The Red Tincture - cinnebar, the ore from which Mercury is produced.

The White Tincture - radium, which in its pure form is white.

The Philosopher's Stone - a smelted piece of radium. Radium's melting point is 1292 degrees Farenheit, well within the temperature range of even a bronze age forge.

The process might work something like this:

  1. Extract radium from pitchblende. This is the transformation from Nigredo to Albedo. Pitchblende ore is black and the extracted radium is white. The extracted radium is the alchemical "salt" due to its white appearance.

  2. Using a forge, melt the radium into some sort of mold to create a "stone."

  3. Extract the mercury from cinnebar. Cinnebar ore is red (Rubedo) and it during the extraction process it separates into Mercury and sulfur, which is yellow (Citrinitas). These are the alchemical sulphur and mercury - by this model the terms are literal.

  4. Place the liquid mercury into a lead vessel. Lead might have been arrived at simply because it offers some shielding from radioactivity. Needless to say, the entire process outlined here would be very dangerous to perform without modern safety equipment.

  5. Drop the radium "stone" into the mercury.

  6. Seal up the vessel and allow the mixture to "incubate" for a period of time. 40 days was commonly recommended, probably enough time for most of the mercury-198 isotope to transform.

  7. Open the vessel and remove the stone and mercury. The synthesized gold molecules would be deposited at the bottom of the vessel, which may have given rise to the idea that the lead was being transformed.
The stone would be reusable, so once you had accomplished (1) and (2) you wouldn't need to repeat the process. It's half-life would be about 1600 years so a stone could even be passed down from master to student over the course of centuries. You would need more mercury, though, to make more gold.

Whether or not this would work depends on two things. First off, the modern method of extracting radium from pitchblende uses electricity. Is there a lower-technology method that could have been applied in order to extract a small amount of the element? Second of all, would the radium actually produce enough concentrated decay energy to facilitate the transformation? One other issue is that to my knowledge we have never actually found one of these radium stones, which argues against the ancients ever coming up with this technology. However, they may have been regarded as so valuable and secret that they were never just left lying around. It might be interesting to sweep European alchemical labs with a detector and see if any buried sources of radiation can be found.
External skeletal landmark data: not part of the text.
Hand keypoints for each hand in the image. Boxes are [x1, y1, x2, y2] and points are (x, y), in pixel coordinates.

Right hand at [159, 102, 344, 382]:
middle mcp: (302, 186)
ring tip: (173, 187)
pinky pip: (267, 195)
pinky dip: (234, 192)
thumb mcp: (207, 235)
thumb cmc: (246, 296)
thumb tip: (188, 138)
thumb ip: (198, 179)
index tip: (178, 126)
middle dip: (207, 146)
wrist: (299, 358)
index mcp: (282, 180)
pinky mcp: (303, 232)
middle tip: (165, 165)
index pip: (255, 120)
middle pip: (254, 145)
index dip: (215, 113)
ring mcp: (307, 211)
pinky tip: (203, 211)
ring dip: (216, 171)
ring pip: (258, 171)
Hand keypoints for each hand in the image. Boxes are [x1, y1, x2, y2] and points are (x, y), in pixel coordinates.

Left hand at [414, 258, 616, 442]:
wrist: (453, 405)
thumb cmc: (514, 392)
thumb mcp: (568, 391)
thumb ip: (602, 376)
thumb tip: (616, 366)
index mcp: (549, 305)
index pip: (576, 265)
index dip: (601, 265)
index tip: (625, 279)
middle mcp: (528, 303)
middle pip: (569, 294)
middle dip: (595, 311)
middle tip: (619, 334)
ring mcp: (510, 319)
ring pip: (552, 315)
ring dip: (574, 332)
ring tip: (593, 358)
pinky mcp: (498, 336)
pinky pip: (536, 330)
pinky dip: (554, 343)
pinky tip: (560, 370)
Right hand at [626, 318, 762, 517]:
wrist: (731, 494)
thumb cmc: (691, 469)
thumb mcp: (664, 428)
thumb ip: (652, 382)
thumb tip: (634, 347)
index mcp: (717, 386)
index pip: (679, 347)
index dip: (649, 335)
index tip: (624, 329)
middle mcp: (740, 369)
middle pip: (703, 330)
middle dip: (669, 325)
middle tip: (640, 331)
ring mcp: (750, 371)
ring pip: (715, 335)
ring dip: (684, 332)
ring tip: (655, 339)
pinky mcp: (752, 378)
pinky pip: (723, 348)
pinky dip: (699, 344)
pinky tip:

If I were a graduate student in physics and could get my hands on the materials, I would love to try it out. It could never have been developed to any practical level because the amounts of gold produced are tiny, and to this day it is cheaper to buy gold than it is to make it. Nevertheless, it intrigues me that this process does seem to match more features of the old accounts than you would expect due to chance alone, and the idea that the ancients could have managed a physical transformation is compelling and it would be interesting to know whether or not it is really possible.

Are there any physicists out there who might care to disabuse me of my ignorance? Fire away - I am by no means an expert and would love to hear why it can't work from someone who knows more about radioactive materials than I do.